[[ Data provided, beginning ]]

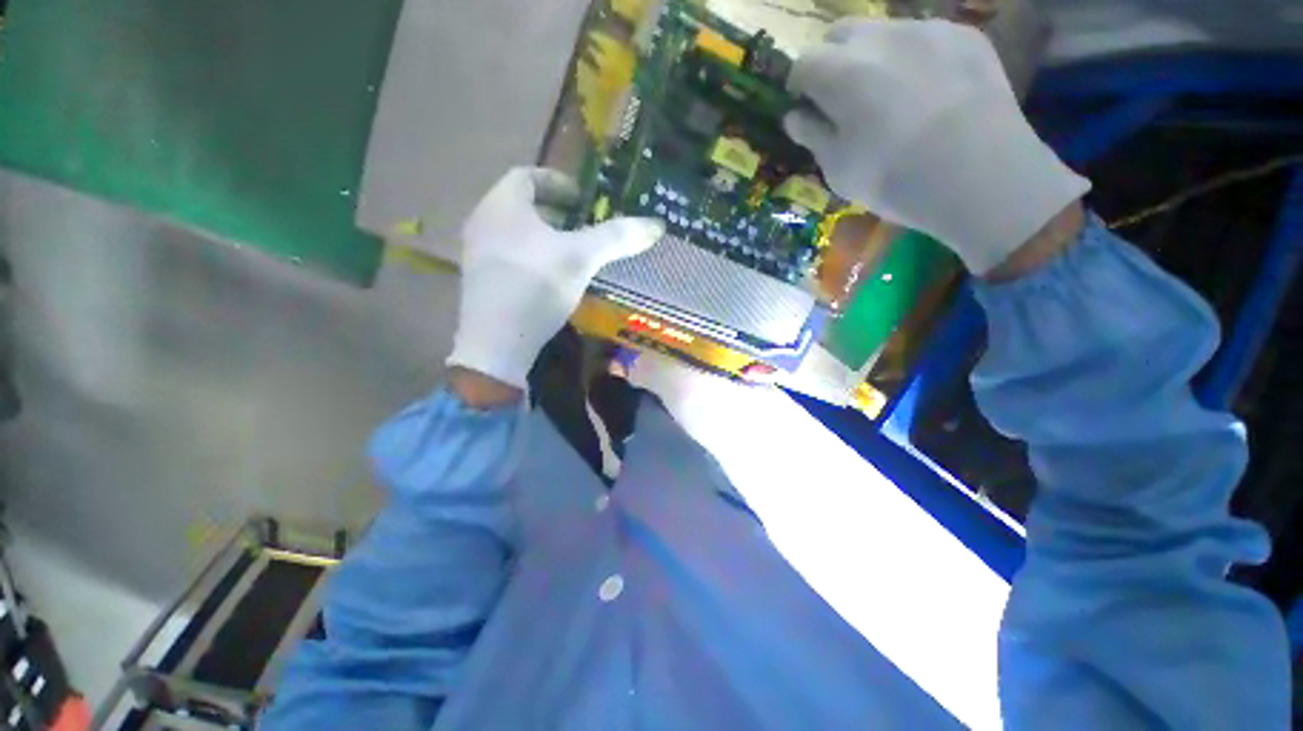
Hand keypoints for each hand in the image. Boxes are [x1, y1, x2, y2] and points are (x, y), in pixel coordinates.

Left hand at [447, 167, 663, 389]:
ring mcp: (478, 254)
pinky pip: (510, 256)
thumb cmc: (537, 286)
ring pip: (515, 233)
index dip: (557, 181)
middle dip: (554, 211)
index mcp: (503, 205)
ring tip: (571, 252)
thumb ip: (616, 238)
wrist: (496, 343)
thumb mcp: (581, 259)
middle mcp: (483, 223)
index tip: (582, 197)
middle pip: (520, 205)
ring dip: (544, 236)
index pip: (527, 175)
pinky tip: (552, 278)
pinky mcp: (482, 282)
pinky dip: (533, 257)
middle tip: (581, 224)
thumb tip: (656, 224)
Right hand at [784, 19, 1089, 274]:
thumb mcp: (837, 168)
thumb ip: (812, 135)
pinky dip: (916, 57)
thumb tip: (795, 116)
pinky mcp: (965, 35)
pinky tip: (930, 92)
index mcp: (838, 72)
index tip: (806, 109)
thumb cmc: (892, 177)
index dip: (799, 88)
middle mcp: (878, 37)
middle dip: (833, 61)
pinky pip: (926, 37)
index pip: (802, 65)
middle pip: (841, 33)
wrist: (979, 173)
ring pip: (884, 32)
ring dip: (875, 57)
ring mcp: (926, 29)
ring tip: (891, 95)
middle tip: (843, 98)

[[ Data provided, end ]]

### How to complete this task
The full data, repeated exactly and stripped of its pictures, is the expected answer.

### Response to this exercise
Hand keypoints for each hand in the image. Boxes are [x1, y1, x2, y2] and points are (x, y), in pixel coordinates.

Left hand at [447, 167, 663, 389]:
ring mcp: (478, 254)
pinky pip: (510, 256)
thumb cmc: (537, 286)
ring pip: (515, 233)
index dip: (557, 181)
middle dip: (554, 211)
index mcp: (503, 205)
ring tip: (571, 252)
thumb ip: (616, 238)
wrist: (496, 343)
thumb mcp: (581, 259)
middle mcp: (483, 223)
index tip: (582, 197)
middle pip: (520, 205)
ring dip: (544, 236)
index pip: (527, 175)
pinky tip: (552, 278)
pinky mcp: (482, 282)
pinky dip: (533, 257)
middle tip: (581, 224)
thumb tip: (656, 224)
Right hand at [784, 19, 1089, 274]:
thumb mcp: (837, 168)
thumb ip: (812, 135)
pinky dip: (916, 57)
thumb tip: (795, 116)
pinky mcp: (965, 35)
pinky tip: (930, 92)
index mcp: (838, 72)
index tip: (806, 109)
thumb cmc: (892, 177)
index dip: (799, 88)
middle mcp: (878, 37)
middle dip: (833, 61)
pinky pip: (926, 37)
index pip: (802, 65)
middle pip: (841, 33)
wrist: (979, 173)
ring pip: (884, 32)
ring dip: (875, 57)
ring mcp: (926, 29)
ring tip: (891, 95)
middle tip: (843, 98)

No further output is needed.